因みに藤都幟岐のイニシャルもSFだが、全く関係ないのであしからず。




「返事来た!」

チャララン♪と陽気な音を発てた携帯をパカッと開き、ディスプレイに表示された大好きな従兄の名前に涙を拭う。
男がいつまでもめそめそ泣いてはいけない、健気な男気を見せる舜は侍だ。小さい侍だ。



成長期はいつやってくるのだろう。
声変わりだけは早かった舜の外見は良くて中学生、最悪小学生だ。


「兄ちゃん…」


拝啓、俺の可愛い強気受け君。

やァ、元気そうで何よりだ。俺は舜が元気ならワンコが言う事を聞かなくても許すよ。

入寮式は楽しいか?
これから三年間強気受けな舜を付け狙う俺様生徒会長や腹黒副会長やホスト担任や理事長と生活していく事になるんだろう、俺は今から期待が膨らんでうっかり西園寺学園に転校しそうです。

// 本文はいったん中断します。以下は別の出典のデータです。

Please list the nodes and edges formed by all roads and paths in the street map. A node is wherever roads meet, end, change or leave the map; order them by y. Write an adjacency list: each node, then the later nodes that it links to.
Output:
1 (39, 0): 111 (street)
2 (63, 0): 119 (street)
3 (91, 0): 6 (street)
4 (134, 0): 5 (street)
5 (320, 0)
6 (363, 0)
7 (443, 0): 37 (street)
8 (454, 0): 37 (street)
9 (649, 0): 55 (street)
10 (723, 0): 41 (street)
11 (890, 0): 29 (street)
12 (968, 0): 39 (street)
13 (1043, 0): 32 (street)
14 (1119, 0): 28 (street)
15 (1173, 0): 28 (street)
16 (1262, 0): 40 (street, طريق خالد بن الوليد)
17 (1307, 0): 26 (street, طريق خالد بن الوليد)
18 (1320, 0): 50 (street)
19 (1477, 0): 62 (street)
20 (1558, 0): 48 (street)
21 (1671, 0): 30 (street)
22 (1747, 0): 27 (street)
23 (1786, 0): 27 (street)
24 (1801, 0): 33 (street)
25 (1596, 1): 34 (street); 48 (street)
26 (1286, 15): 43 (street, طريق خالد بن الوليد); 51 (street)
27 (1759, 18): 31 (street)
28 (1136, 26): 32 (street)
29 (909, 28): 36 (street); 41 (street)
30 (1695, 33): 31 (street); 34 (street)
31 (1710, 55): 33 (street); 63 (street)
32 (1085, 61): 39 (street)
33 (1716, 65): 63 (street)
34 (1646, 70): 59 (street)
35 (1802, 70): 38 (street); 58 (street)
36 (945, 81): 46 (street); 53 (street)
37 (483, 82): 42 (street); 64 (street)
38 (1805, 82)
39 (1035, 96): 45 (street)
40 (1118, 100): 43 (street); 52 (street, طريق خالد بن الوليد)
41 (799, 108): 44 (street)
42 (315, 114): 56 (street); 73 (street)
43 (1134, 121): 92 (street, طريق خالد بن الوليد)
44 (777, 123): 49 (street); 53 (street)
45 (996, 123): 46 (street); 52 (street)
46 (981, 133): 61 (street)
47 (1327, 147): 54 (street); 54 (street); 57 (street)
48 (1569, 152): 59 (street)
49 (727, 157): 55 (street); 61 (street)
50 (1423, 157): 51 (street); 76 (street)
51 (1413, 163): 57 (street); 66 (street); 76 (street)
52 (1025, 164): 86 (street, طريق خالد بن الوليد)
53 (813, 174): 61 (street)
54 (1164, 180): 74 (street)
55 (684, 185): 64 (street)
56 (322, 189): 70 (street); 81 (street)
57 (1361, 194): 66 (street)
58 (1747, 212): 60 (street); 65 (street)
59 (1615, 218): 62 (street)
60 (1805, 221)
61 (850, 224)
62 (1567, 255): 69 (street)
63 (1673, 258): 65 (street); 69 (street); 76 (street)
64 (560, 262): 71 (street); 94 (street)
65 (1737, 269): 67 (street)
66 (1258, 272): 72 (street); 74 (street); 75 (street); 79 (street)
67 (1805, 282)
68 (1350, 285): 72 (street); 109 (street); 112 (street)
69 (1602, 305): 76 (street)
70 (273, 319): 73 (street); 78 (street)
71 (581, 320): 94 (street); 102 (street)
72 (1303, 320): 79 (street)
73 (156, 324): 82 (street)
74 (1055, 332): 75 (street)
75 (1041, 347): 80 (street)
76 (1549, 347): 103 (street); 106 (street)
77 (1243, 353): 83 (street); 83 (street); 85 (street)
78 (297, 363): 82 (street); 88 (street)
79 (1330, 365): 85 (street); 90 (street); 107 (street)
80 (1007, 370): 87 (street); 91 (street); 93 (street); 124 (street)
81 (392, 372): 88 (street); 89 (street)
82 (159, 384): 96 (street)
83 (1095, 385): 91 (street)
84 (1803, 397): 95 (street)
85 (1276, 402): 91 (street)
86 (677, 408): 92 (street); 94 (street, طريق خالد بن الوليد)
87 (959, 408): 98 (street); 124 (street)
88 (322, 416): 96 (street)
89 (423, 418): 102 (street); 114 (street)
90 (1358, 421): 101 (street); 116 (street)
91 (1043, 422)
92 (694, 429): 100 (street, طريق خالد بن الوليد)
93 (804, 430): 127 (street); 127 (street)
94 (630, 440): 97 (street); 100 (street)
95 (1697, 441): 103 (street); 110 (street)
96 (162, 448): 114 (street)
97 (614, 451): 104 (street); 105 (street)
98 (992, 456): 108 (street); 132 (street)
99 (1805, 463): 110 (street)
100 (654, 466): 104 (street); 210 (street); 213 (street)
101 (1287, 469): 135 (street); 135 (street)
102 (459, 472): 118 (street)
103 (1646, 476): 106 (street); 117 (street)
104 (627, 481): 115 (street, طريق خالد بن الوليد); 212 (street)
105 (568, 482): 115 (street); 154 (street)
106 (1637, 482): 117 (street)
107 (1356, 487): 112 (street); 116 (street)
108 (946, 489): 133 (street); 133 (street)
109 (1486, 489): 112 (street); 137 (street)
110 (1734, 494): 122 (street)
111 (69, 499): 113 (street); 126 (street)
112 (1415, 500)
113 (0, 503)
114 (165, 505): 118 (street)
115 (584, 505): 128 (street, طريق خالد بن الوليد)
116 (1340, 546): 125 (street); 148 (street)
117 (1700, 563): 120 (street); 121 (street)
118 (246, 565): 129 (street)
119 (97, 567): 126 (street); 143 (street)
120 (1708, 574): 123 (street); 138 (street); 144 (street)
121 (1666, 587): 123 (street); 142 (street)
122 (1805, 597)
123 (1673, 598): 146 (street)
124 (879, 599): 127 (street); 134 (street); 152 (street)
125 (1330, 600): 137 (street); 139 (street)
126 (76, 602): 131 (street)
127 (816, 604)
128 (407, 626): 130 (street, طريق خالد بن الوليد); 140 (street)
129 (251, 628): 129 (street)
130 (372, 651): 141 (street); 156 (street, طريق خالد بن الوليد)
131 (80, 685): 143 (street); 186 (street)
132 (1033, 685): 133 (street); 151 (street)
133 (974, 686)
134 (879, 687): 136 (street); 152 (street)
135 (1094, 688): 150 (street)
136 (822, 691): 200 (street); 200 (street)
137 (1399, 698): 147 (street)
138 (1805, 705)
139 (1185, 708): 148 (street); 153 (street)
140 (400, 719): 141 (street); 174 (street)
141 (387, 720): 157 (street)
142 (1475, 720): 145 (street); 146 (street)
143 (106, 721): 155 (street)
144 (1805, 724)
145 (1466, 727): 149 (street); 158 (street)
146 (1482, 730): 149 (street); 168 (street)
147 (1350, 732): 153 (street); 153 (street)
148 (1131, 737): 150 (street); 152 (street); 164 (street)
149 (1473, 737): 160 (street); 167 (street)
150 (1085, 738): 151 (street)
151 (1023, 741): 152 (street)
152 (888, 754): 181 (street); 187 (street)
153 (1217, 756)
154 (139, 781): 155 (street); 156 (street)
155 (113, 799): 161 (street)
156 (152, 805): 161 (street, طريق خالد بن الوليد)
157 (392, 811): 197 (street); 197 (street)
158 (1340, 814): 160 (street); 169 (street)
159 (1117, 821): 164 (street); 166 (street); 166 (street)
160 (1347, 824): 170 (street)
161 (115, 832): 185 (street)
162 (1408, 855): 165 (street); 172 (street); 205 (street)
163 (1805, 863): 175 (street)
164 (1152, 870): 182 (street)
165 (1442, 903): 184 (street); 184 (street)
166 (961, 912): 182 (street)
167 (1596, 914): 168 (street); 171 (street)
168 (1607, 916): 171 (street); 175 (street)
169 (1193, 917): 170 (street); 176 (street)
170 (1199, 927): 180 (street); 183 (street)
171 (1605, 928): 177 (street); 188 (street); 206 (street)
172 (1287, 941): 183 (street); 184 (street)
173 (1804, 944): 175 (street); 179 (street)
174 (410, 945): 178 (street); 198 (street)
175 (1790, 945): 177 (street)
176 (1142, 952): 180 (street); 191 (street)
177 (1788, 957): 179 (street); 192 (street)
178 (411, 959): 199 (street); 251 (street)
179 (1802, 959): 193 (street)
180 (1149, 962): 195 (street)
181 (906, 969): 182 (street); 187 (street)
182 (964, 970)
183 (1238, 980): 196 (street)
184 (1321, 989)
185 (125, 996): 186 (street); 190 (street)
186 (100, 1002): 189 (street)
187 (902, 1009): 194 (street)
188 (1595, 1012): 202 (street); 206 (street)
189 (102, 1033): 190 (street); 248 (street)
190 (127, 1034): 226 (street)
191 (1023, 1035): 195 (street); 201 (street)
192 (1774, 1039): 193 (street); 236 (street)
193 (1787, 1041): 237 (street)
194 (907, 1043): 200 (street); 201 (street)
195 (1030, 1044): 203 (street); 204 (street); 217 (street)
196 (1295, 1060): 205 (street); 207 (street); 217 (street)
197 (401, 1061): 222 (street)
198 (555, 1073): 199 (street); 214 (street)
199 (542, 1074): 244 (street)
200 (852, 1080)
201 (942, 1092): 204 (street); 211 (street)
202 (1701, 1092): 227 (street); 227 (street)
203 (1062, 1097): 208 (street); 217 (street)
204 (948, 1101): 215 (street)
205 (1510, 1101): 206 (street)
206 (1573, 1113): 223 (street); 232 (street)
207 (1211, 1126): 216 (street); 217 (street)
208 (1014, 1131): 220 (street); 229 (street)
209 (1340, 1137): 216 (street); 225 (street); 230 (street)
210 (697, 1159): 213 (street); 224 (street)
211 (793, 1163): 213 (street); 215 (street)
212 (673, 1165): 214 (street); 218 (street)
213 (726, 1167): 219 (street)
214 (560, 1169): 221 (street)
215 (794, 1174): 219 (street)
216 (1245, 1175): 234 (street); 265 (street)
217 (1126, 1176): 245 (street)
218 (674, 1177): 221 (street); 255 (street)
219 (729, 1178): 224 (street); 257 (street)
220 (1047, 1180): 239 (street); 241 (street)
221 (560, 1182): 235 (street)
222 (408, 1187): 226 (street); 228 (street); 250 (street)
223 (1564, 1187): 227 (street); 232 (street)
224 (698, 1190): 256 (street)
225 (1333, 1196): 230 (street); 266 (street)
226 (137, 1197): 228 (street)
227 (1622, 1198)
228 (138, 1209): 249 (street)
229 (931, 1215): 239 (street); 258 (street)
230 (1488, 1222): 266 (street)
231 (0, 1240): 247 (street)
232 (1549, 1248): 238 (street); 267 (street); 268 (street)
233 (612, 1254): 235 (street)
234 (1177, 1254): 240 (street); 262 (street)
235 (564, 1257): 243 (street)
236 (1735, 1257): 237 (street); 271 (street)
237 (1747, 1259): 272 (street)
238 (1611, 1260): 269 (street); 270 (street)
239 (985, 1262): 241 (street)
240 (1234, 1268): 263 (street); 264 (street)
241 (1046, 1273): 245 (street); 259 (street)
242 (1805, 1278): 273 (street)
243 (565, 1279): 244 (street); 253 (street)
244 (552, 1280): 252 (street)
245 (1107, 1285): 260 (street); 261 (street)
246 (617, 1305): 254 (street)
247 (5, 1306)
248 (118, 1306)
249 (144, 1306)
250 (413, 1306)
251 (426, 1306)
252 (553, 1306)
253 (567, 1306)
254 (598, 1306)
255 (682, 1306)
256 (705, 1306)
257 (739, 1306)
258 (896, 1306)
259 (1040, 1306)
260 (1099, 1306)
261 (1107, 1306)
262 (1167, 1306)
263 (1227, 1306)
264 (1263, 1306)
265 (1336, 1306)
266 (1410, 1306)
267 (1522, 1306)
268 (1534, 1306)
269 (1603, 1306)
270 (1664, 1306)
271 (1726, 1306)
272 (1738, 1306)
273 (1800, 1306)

俺様生徒会長の居ない生活に耐えられません。もうワンコばかり耐えられません。

腹黒副会長を見付けたら電話下さいにょ。マッハで会いに行きます。



敬具





「えっと…」

メールの内容が3割も理解出来なかった舜は胡坐を掻いて顎に手を当てた。最後の一文だけ見るなら、電話をしてもOKと言う事になるだろう。それは大変喜ばしいではないか。
然し腹黒副会長とは何だ。


「外人副会長は、腹黒っつーか弄られキャラだった様な…」

中々に鋭い舜が呟いた時、樹海の中から誰かの悲鳴が響いてきた。

「何だァ?」

よっ、と言う掛け声一発で跳ねる様に立ち上がり、首の骨をコキコキ鳴らしながら植え込みを飛び越える。
枯葉や枯れ枝まみれの足場を見つめながら林と言うより森の中を進めば、今度は誰かが争う様な気配を見つけた。




「テメェ、調子に乗るのも大概にしろやぁっ!!!」
「ふん、汚い顔近付けないでくれない?呼び出したと思えば寄って集って気持ち悪い、僕には君達の相手をする暇なんて無いの」
「構わねぇっ、やっちまえ!」
「このクソお姫様がよぉっ!」
「ぶっ殺す!」

舜の身長より高い草を掻き分け覗き込めば、センター分けの黒髪を掻き上げた『お姫様』へ突進していく不良三人。
ピキッと額に青筋を立てた舜はしゅばっと飛び上がり、



「天誅!!!」
「ぐわっ」
「ぎゃあ」
「げふっ」

ハイキック、回し蹴り、ジャーマンスープレックスフォールドと言う素敵にバイオレンスな連続技で、三人を倒した。


「わっはっはっ、正義は勝ァつ!!!」
「………何、君。」
「お怪我はありませんかっ?!いやはや、我輩が通り掛かったのも何かの縁!お宅までお見送り致しましょうお嬢さんっ!!!」
「はぁ?何、意味不明な事言ってんの?」
「いやはや、ついでと言ってはアレがアレしますがァ、我輩をナマト寮まで、…ん?ヤマト寮だっけ?連れて行っては頂けませんかね、ふぇっふぇっふぇ」

紳士と不審者の境を迷子になっているらしい舜を怪訝げに見やり、良く良く見ればお姫様ではなく王子様な彼は腕を組み替えた。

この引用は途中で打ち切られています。